I don't get to say that very often.
In a unanimous decision, the US Supreme Court ruled today that genes cannot be patented. They were specifically addressing the patenting of BRCA1 and BRCA2 genes by Myriad Technologies, a company that claimed the right to conduct all testing for genetic predisposition for breast and ovarian cancers.
The impact of Myriad's patent was widespread. Several Canadian provinces were ordered to "cease and desist" testing of the BRCA genes. Instead, the provinces were ordered to send the genes directly to Myriad labs, at a dramatically increased cost. Disregarding the order has put Canadian provinces and hospitals at risk of being sued, rendered testing more expensive and, in some cases, halted testing completely.
Patenting also has the potential to deter researchers from engaging in research involving patented genes.
On behalf of the Supreme Court, Justice Clarence Thomas wrote “A naturally occurring DNA segment is a product of nature and not patent eligible merely because it has been isolated" and ""Myriad did not create anything. To be sure, it found an important and useful gene, but separating that gene from its surrounding genetic material is not an act of invention."
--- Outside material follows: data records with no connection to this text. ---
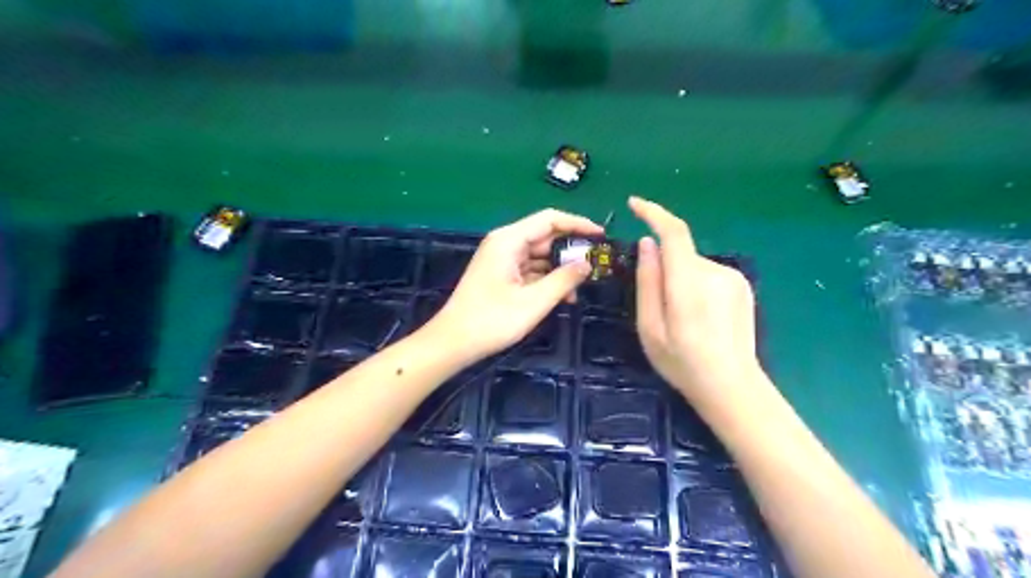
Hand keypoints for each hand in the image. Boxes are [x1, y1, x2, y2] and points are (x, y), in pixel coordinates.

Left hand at [427, 207, 606, 361]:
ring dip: (560, 270)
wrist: (453, 342)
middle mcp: (505, 243)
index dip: (578, 224)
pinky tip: (561, 297)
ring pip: (539, 256)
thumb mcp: (534, 301)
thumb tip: (587, 264)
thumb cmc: (492, 320)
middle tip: (596, 266)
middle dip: (570, 251)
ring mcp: (502, 259)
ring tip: (579, 289)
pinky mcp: (501, 275)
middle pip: (545, 237)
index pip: (550, 220)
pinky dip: (546, 280)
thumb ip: (564, 280)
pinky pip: (530, 270)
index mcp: (509, 240)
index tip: (602, 236)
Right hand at [624, 197, 758, 404]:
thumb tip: (647, 244)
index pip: (673, 232)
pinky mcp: (743, 286)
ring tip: (682, 319)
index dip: (653, 213)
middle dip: (664, 268)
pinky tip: (701, 317)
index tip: (634, 205)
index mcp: (688, 283)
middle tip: (658, 308)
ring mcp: (733, 278)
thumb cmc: (682, 362)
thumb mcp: (649, 327)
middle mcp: (714, 272)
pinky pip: (708, 274)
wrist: (732, 386)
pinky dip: (696, 286)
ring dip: (680, 280)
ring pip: (693, 265)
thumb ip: (647, 281)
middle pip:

That's pretty clear. And it should have been obvious. You can't patent parts of our bodies. But the Association for Molecular Pathology, the American Civil Liberties Union, Breast Cancer Action and some very brave women had to take it all the way to the US Supreme Court.
Actress Angelina Jolie brought worldwide attention to the genetic testing, when she wrote an op-ed last month for the New York Times in which she wrote about choosing a prophylactic double mastectomy after testing positive for a BRCA gene. Hopefully, this ruling will eventually mean that more women can choose testing that will allow them to make more informed decisions about their own health.
Want to know more? You can read the Supreme Court ruling for yourself or click on the links throughout this post.
I think this might be the first time I've agreed with Clarence Thomas on anything.